So far, we have seen the possible effects of adding a constant value to function output $f(x)+a$ and adding a constant value to function input $f(x+b)$ . Each of these actions results in a translation of the function’s graph (either vertically or horizontally), but otherwise leaving the graph the same. Next, we investigate the effects of multiplication the function’s output by a constant.

Given the parent function $y = f(x)$ pictured in below , what are the effects of the transformation $y = v(x) = cf(x)$ for various values of $c$ ?

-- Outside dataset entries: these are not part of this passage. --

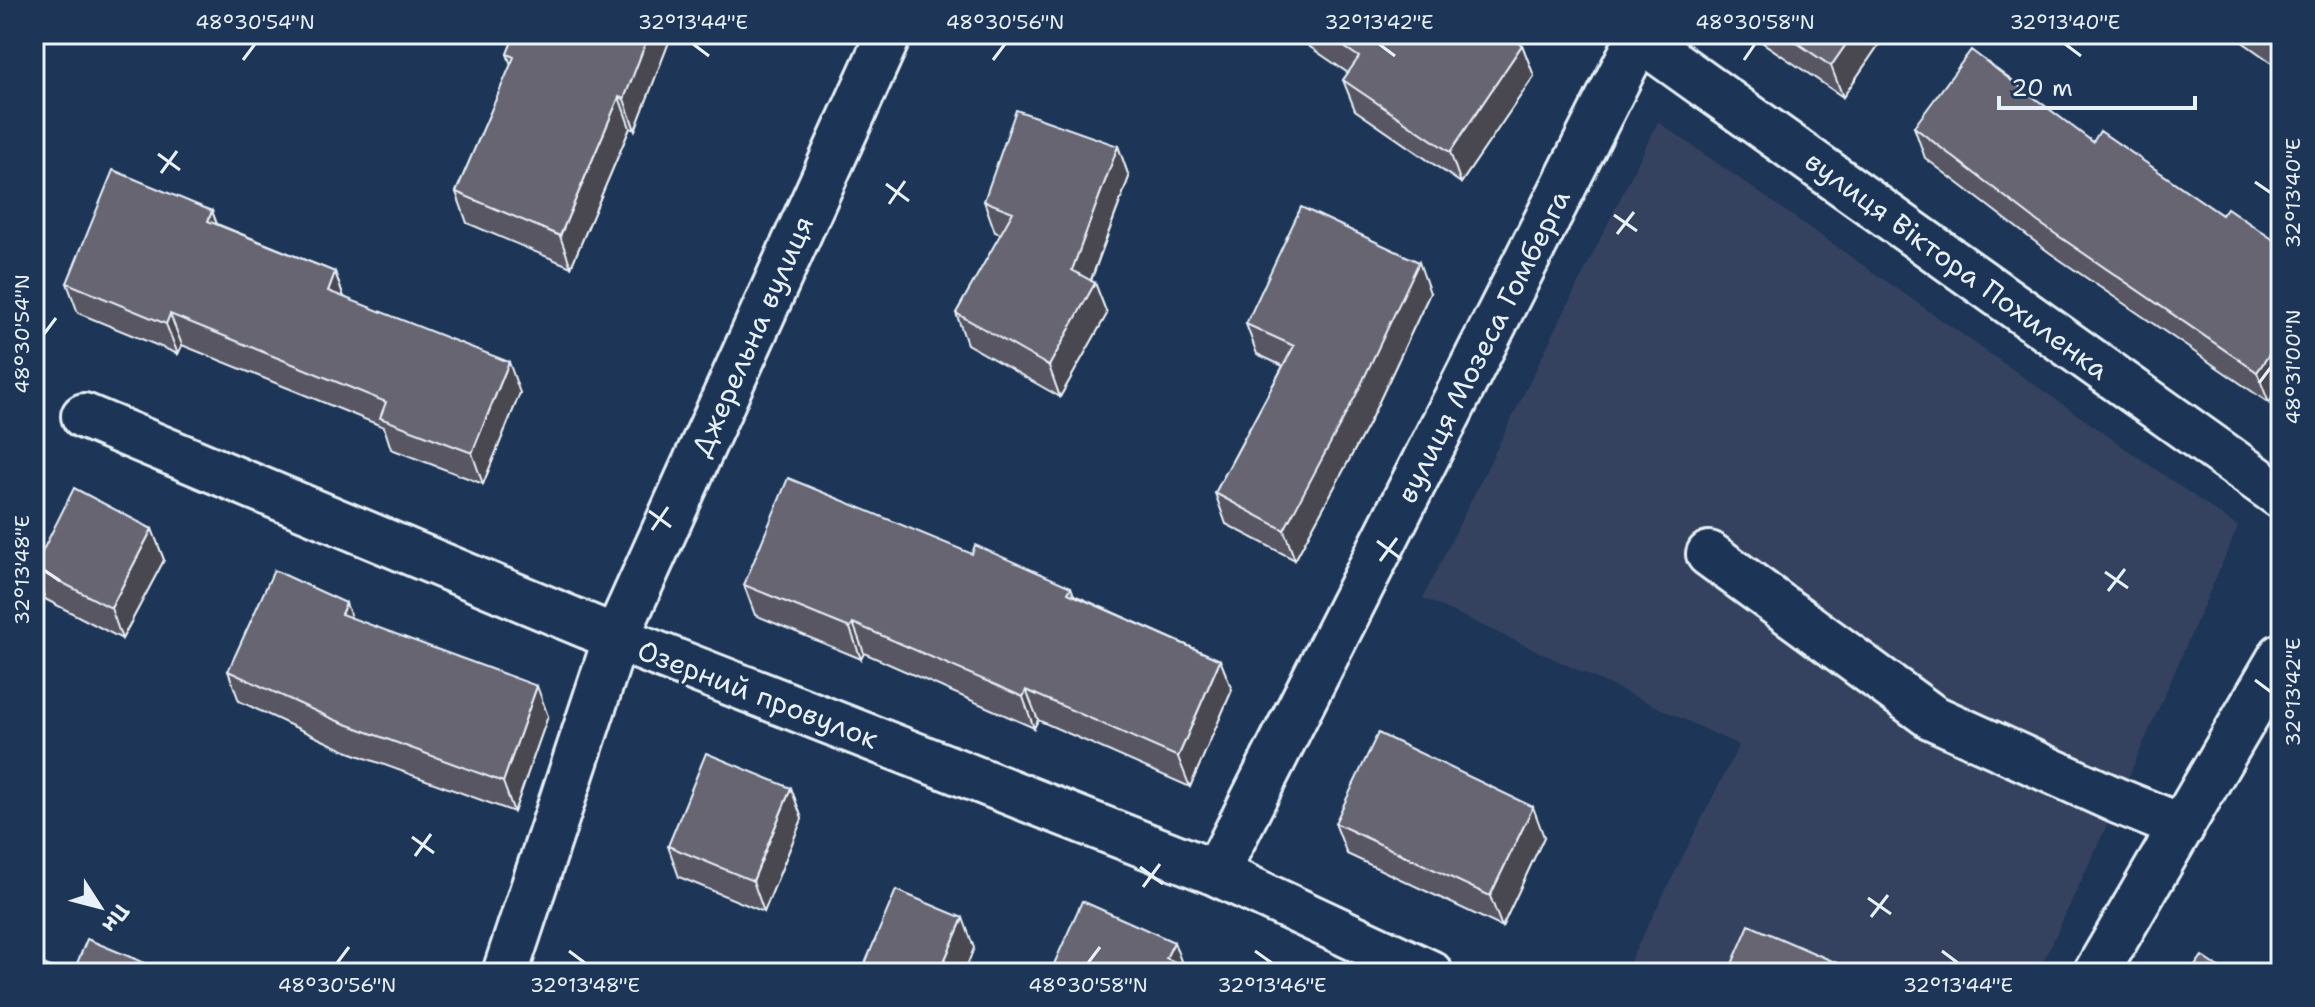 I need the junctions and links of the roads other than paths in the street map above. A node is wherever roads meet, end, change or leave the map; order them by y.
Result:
1 (889, 34) edge
2 (1638, 35) edge
3 (84, 416) dead end
4 (2281, 496) edge
5 (1709, 554) dead end
6 (616, 638) junction
7 (2281, 656) edge
8 (2182, 827) junction
9 (1216, 873) junction
10 (505, 973) edge
11 (1430, 973) edge
12 (2096, 973) edge

1 - 6 street, Джерельна вулиця
2 - 4 street, вулиця Віктора Похиленка
2 - 9 street, вулиця Мозеса Гомберга
3 - 6 street, Озерний провулок
5 - 8 street
6 - 9 street, Озерний провулок
6 - 10 street, Джерельна вулиця
7 - 8 street
8 - 12 street
9 - 11 street, Озерний провулок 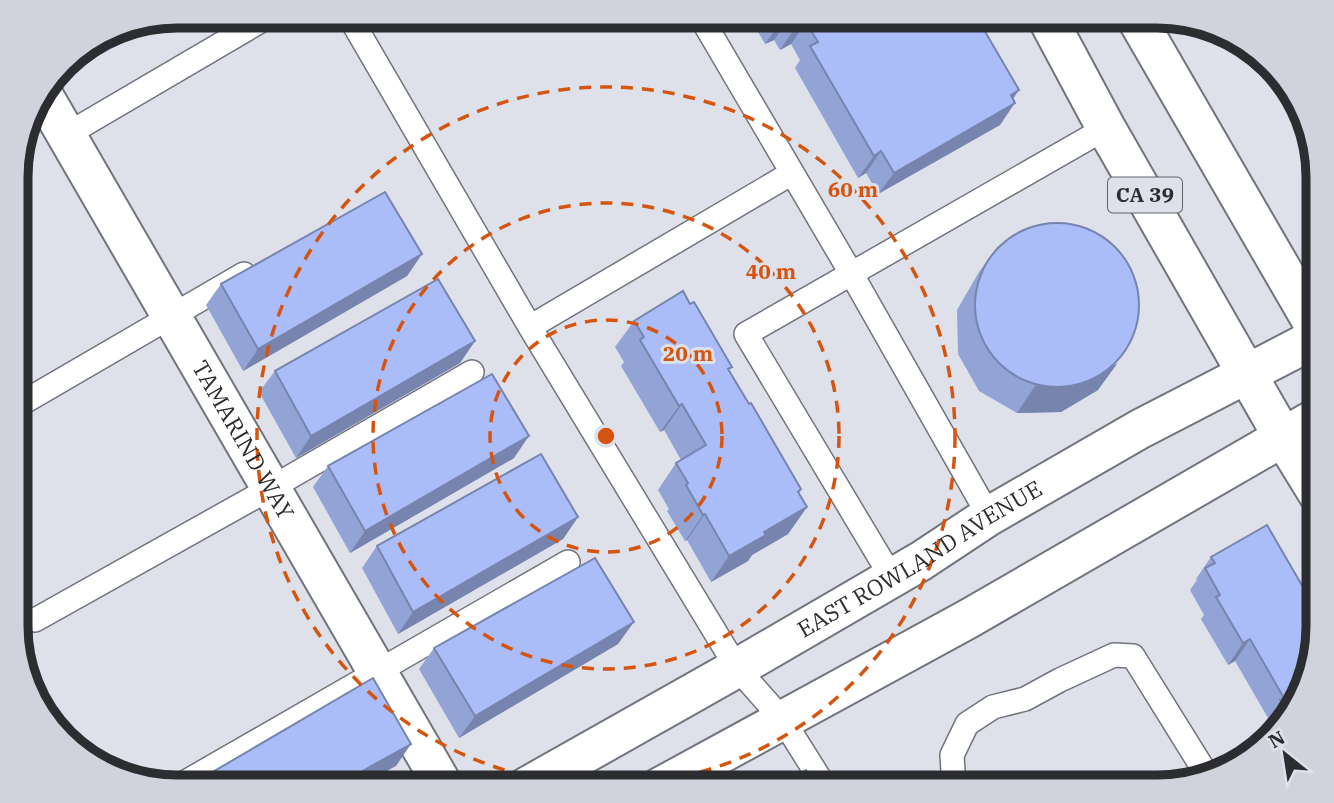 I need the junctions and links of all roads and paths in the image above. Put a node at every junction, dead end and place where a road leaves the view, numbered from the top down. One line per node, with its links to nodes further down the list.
1 (248, 28): 8 (lane)
2 (356, 28): 14 (lane)
3 (707, 28): 9 (lane)
4 (1052, 28): 7 (street, CA 39)
5 (1142, 28): 12 (street)
6 (48, 103): 8 (street, TAMARIND WAY)
7 (1106, 128): 11 (lane); 17 (street, CA 39)
8 (66, 135): 13 (street, TAMARIND WAY)
9 (792, 173): 11 (lane); 14 (lane)
10 (265, 262): 13 (lane)
11 (851, 273): 23 (lane); 25 (lane)
12 (1306, 313)
13 (171, 317): 18 (lane); 22 (street, TAMARIND WAY)
14 (530, 327): 27 (lane)
15 (1306, 341): 17 (street, EAST ROWLAND AVENUE)
16 (472, 372): 22 (lane)
17 (1247, 373): 20 (street, CA 39); 23 (street, EAST ROWLAND AVENUE)
18 (28, 400)
19 (1306, 424): 20 (street)
20 (1283, 437): 21 (street, CA 39); 29 (street)
21 (1306, 474)
22 (271, 488): 26 (lane); 28 (street, TAMARIND WAY)
23 (989, 516): 25 (street, EAST ROWLAND AVENUE)
24 (568, 562): 28 (lane)
25 (892, 578): 27 (street, EAST ROWLAND AVENUE)
26 (35, 620)
27 (737, 668): 29 (lane); 33 (street, EAST ROWLAND AVENUE)
28 (377, 672): 31 (lane); 32 (street, TAMARIND WAY)
29 (783, 720): 34 (street); 35 (lane)
30 (1202, 768): 36 (lane)
31 (198, 775)
32 (437, 775)
33 (547, 775)
34 (682, 775)
35 (817, 775)
36 (953, 775) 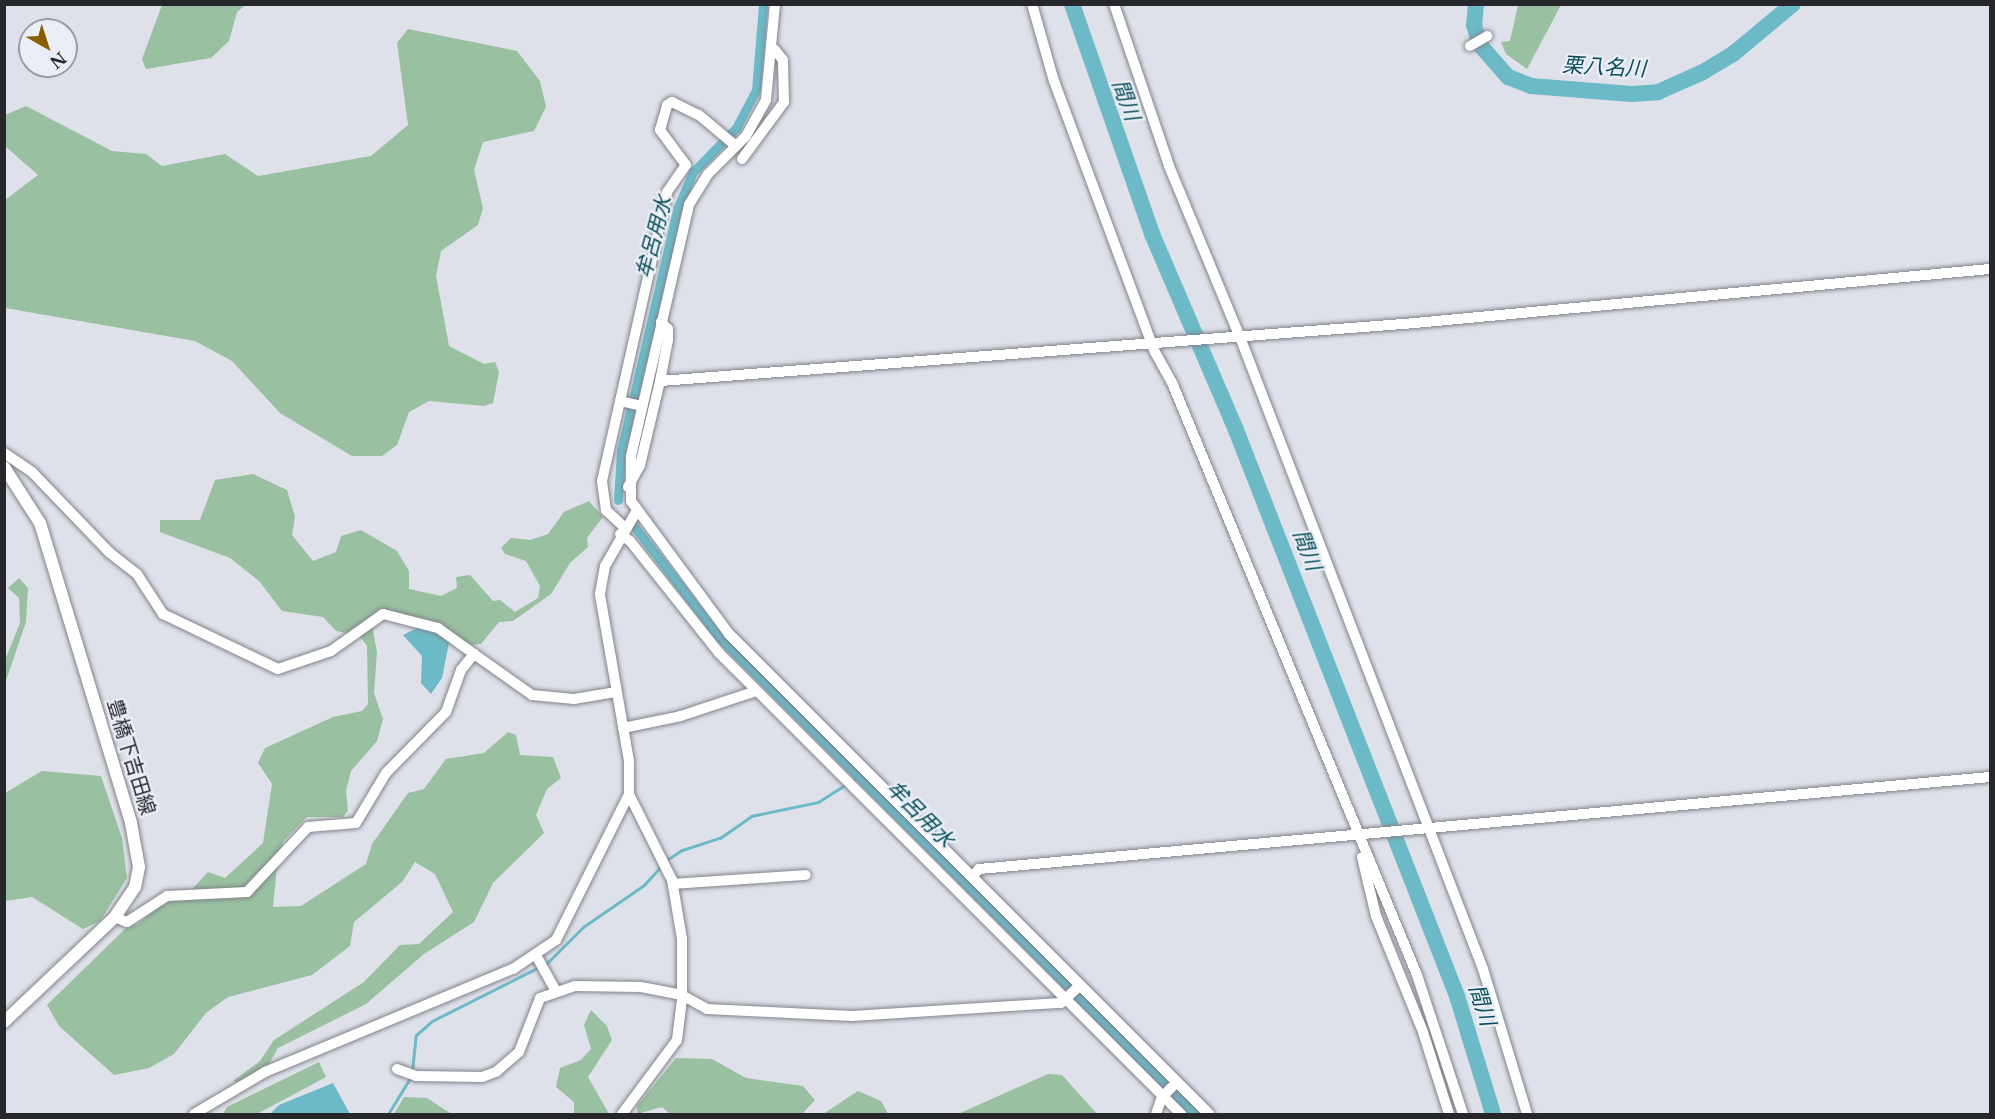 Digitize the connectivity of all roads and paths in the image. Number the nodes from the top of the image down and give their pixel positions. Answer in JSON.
{"nodes":[{"id":1,"x":775,"y":4,"type":"edge"},
{"id":2,"x":1032,"y":4,"type":"edge"},
{"id":3,"x":1114,"y":4,"type":"edge"},
{"id":4,"x":1485,"y":37,"type":"dead end"},
{"id":5,"x":1470,"y":46,"type":"dead end"},
{"id":6,"x":774,"y":49,"type":"junction"},
{"id":7,"x":734,"y":145,"type":"junction"},
{"id":8,"x":742,"y":159,"type":"dead end"},
{"id":9,"x":688,"y":182,"type":"junction"},
{"id":10,"x":1990,"y":270,"type":"edge"},
{"id":11,"x":661,"y":322,"type":"junction"},
{"id":12,"x":1237,"y":338,"type":"junction"},
{"id":13,"x":1154,"y":343,"type":"junction"},
{"id":14,"x":660,"y":381,"type":"junction"},
{"id":15,"x":630,"y":404,"type":"junction"},
{"id":16,"x":4,"y":453,"type":"edge"},
{"id":17,"x":4,"y":467,"type":"edge"},
{"id":18,"x":628,"y":487,"type":"junction"},
{"id":19,"x":636,"y":512,"type":"junction"},
{"id":20,"x":622,"y":531,"type":"junction"},
{"id":21,"x":474,"y":654,"type":"junction"},
{"id":22,"x":756,"y":691,"type":"junction"},
{"id":23,"x":616,"y":692,"type":"junction"},
{"id":24,"x":623,"y":728,"type":"junction"},
{"id":25,"x":870,"y":777,"type":"junction"},
{"id":26,"x":1990,"y":777,"type":"edge"},
{"id":27,"x":854,"y":785,"type":"junction"},
{"id":28,"x":629,"y":794,"type":"junction"},
{"id":29,"x":1426,"y":829,"type":"junction"},
{"id":30,"x":1359,"y":836,"type":"junction"},
{"id":31,"x":1364,"y":851,"type":"junction"},
{"id":32,"x":806,"y":875,"type":"dead end"},
{"id":33,"x":972,"y":877,"type":"junction"},
{"id":34,"x":673,"y":884,"type":"junction"},
{"id":35,"x":115,"y":917,"type":"junction"},
{"id":36,"x":542,"y":963,"type":"junction"},
{"id":37,"x":1079,"y":987,"type":"junction"},
{"id":38,"x":555,"y":989,"type":"junction"},
{"id":39,"x":682,"y":995,"type":"junction"},
{"id":40,"x":1067,"y":998,"type":"junction"},
{"id":41,"x":4,"y":1022,"type":"edge"},
{"id":42,"x":396,"y":1069,"type":"dead end"},
{"id":43,"x":1175,"y":1083,"type":"junction"},
{"id":44,"x":1162,"y":1096,"type":"junction"},
{"id":45,"x":209,"y":1110,"type":"edge"},
{"id":46,"x":194,"y":1114,"type":"edge"},
{"id":47,"x":622,"y":1114,"type":"edge"},
{"id":48,"x":1156,"y":1114,"type":"edge"},
{"id":49,"x":1181,"y":1114,"type":"edge"},
{"id":50,"x":1209,"y":1114,"type":"edge"},
{"id":51,"x":1449,"y":1114,"type":"edge"},
{"id":52,"x":1463,"y":1114,"type":"edge"},
{"id":53,"x":1527,"y":1114,"type":"edge"}],
"edges":[{"from":1,"to":6,"type":"street"},
{"from":2,"to":13,"type":"street"},
{"from":3,"to":12,"type":"street"},
{"from":4,"to":5,"type":"street"},
{"from":6,"to":7,"type":"street"},
{"from":6,"to":8,"type":"street"},
{"from":7,"to":9,"type":"street"},
{"from":7,"to":9,"type":"street"},
{"from":9,"to":11,"type":"street"},
{"from":9,"to":15,"type":"street"},
{"from":10,"to":12,"type":"street"},
{"from":11,"to":14,"type":"street"},
{"from":11,"to":15,"type":"street"},
{"from":12,"to":13,"type":"street"},
{"from":12,"to":29,"type":"street"},
{"from":13,"to":14,"type":"street"},
{"from":13,"to":30,"type":"street"},
{"from":14,"to":18,"type":"street"},
{"from":15,"to":18,"type":"street"},
{"from":15,"to":20,"type":"street"},
{"from":16,"to":21,"type":"street"},
{"from":17,"to":35,"type":"main road","name":"豊橋下吉田線"},
{"from":18,"to":19,"type":"street"},
{"from":19,"to":20,"type":"street"},
{"from":19,"to":25,"type":"street"},
{"from":20,"to":22,"type":"street"},
{"from":20,"to":23,"type":"street"},
{"from":21,"to":23,"type":"street"},
{"from":21,"to":35,"type":"street"},
{"from":22,"to":24,"type":"street"},
{"from":22,"to":27,"type":"street"},
{"from":23,"to":24,"type":"street"},
{"from":24,"to":28,"type":"street"},
{"from":25,"to":27,"type":"street"},
{"from":25,"to":33,"type":"street"},
{"from":26,"to":29,"type":"street"},
{"from":27,"to":40,"type":"street"},
{"from":28,"to":34,"type":"street"},
{"from":28,"to":36,"type":"street"},
{"from":29,"to":30,"type":"street"},
{"from":29,"to":53,"type":"street"},
{"from":30,"to":31,"type":"street"},
{"from":30,"to":33,"type":"street"},
{"from":31,"to":51,"type":"street"},
{"from":31,"to":52,"type":"street"},
{"from":32,"to":34,"type":"street"},
{"from":33,"to":37,"type":"street"},
{"from":34,"to":39,"type":"street"},
{"from":35,"to":41,"type":"main road","name":"豊橋下吉田線"},
{"from":36,"to":38,"type":"street"},
{"from":36,"to":45,"type":"street"},
{"from":37,"to":40,"type":"street"},
{"from":37,"to":43,"type":"street"},
{"from":38,"to":39,"type":"street"},
{"from":38,"to":42,"type":"street"},
{"from":39,"to":40,"type":"street"},
{"from":39,"to":47,"type":"street"},
{"from":40,"to":44,"type":"street"},
{"from":43,"to":44,"type":"street"},
{"from":43,"to":50,"type":"street"},
{"from":44,"to":48,"type":"street"},
{"from":44,"to":49,"type":"street"},
{"from":45,"to":46,"type":"street"}]}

We first investigate the effects of $c = 2$ and $c = \frac {1}{2}$ . For $v(x) = 2f(x)$ , the algebraic impact of this transformation is that every output of $f$ is multiplied by $2$ . This means that the only output that is unchanged is when $f(x) = 0$ , while any other point on the graph of the original function $f$ will be stretched vertically away from the $x$ -axis by a factor of $2$ . We can see this in image where each point on the original dark blue graph is transformed to a corresponding point whose $y$ -coordinate is twice as large, as partially indicated by the red arrows.

In contrast, the transformation $u(x) = \frac {1}{2}f(x)$ is stretched vertically by a factor of $\frac {1}{2}$ , which has the effect of compressing the graph of $f$ towards the $x$ -axis, as all function outputs of $f$ are multiplied by $\frac {1}{2}$ . For instance, the point $(0,-2)$ on the graph of $f$ is transformed to the graph of $(0,-1)$ on the graph of $u$ , and others are transformed as indicated by the purple arrows.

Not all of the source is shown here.